» Problem description
Could you transcribe every record below exactly, leaving out any pictures?

(Records from a data collection)
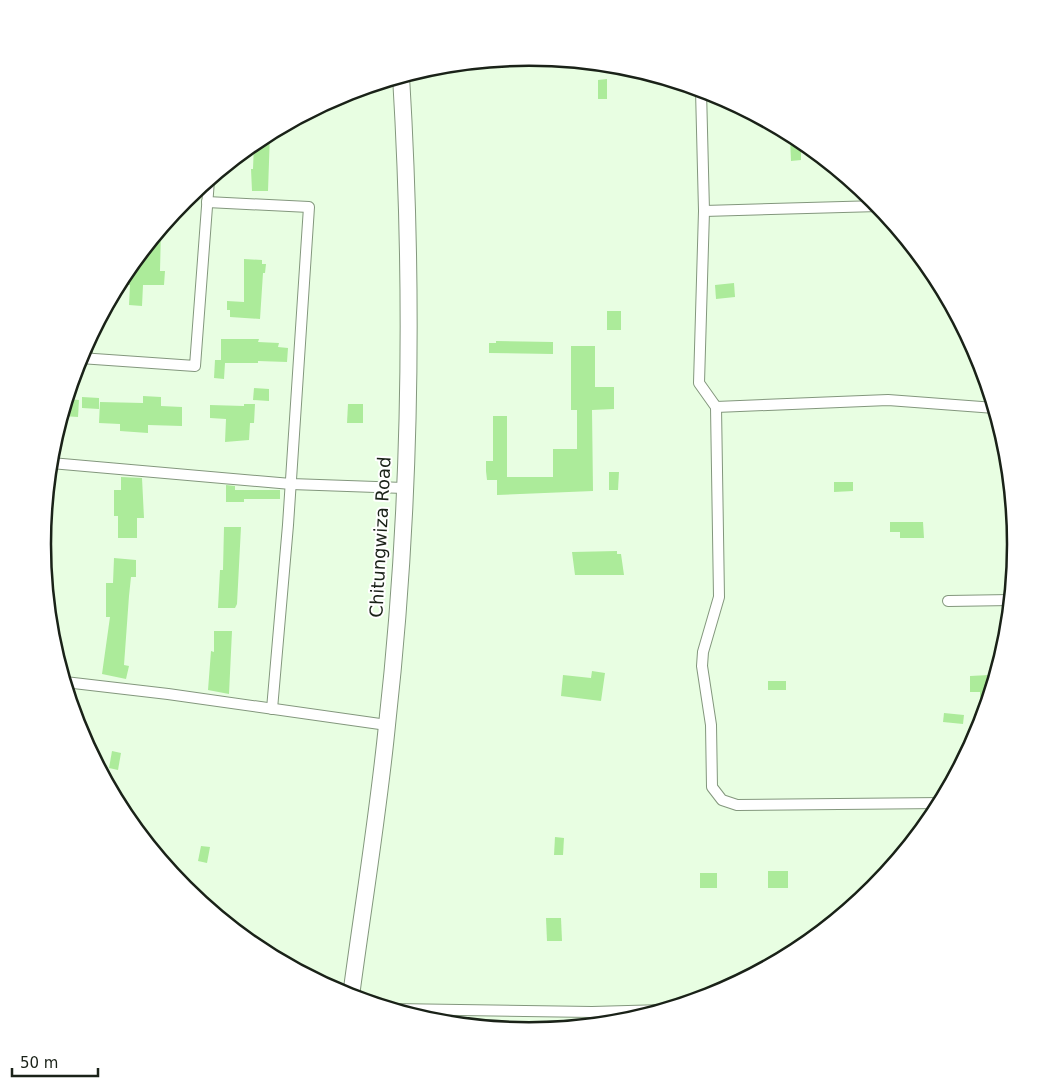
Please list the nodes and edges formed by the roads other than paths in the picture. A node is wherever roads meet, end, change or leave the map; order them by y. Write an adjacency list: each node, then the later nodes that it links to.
1 (401, 83): 12 (main road, Chitungwiza Road)
2 (701, 98): 6 (street)
3 (208, 190): 4 (street)
4 (207, 202): 7 (street); 11 (street)
5 (868, 206): 6 (street)
6 (704, 211): 8 (street)
7 (89, 358)
8 (716, 407): 9 (street); 18 (street)
9 (987, 407)
10 (58, 464): 11 (street)
11 (291, 484): 12 (street); 16 (street)
12 (404, 488): 17 (main road, Chitungwiza Road)
13 (1005, 600): 14 (street)
14 (948, 601)
15 (72, 683): 16 (street)
16 (272, 709): 17 (street)
17 (388, 725): 19 (main road, Chitungwiza Road)
18 (931, 803)
19 (352, 988)
20 (421, 1009): 21 (street)
21 (632, 1011)

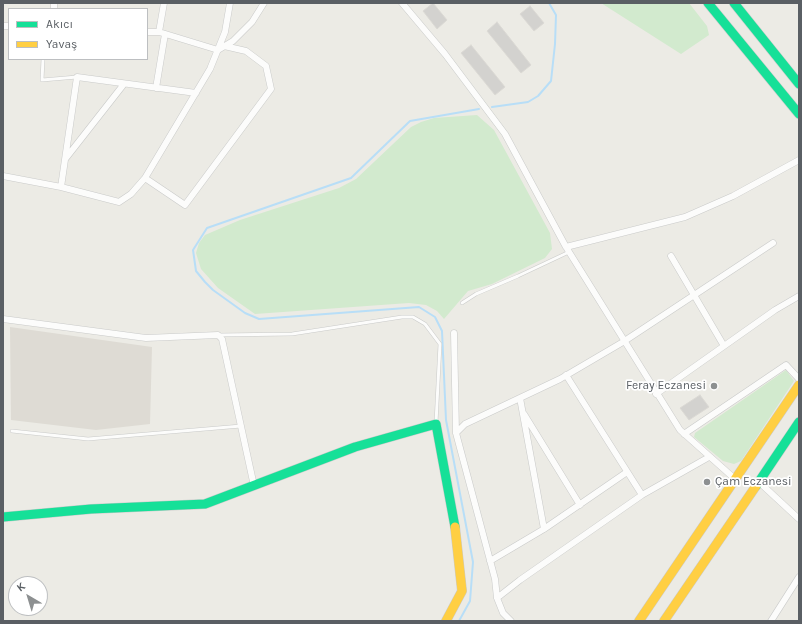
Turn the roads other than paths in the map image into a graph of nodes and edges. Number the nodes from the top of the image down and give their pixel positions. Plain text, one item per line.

» Output of the task
Please list the nodes and edges formed by the roads other than paths in the picture. A node is wherever roads meet, end, change or leave the map; order them by y. Write an adjacency list: each node, then the later nodes that it links to.
1 (401, 83): 12 (main road, Chitungwiza Road)
2 (701, 98): 6 (street)
3 (208, 190): 4 (street)
4 (207, 202): 7 (street); 11 (street)
5 (868, 206): 6 (street)
6 (704, 211): 8 (street)
7 (89, 358)
8 (716, 407): 9 (street); 18 (street)
9 (987, 407)
10 (58, 464): 11 (street)
11 (291, 484): 12 (street); 16 (street)
12 (404, 488): 17 (main road, Chitungwiza Road)
13 (1005, 600): 14 (street)
14 (948, 601)
15 (72, 683): 16 (street)
16 (272, 709): 17 (street)
17 (388, 725): 19 (main road, Chitungwiza Road)
18 (931, 803)
19 (352, 988)
20 (421, 1009): 21 (street)
21 (632, 1011)

Turn the roads other than paths in the map image into a graph of nodes and edges. Number the nodes from the top of the image down and give their pixel positions. Plain text, one item per line.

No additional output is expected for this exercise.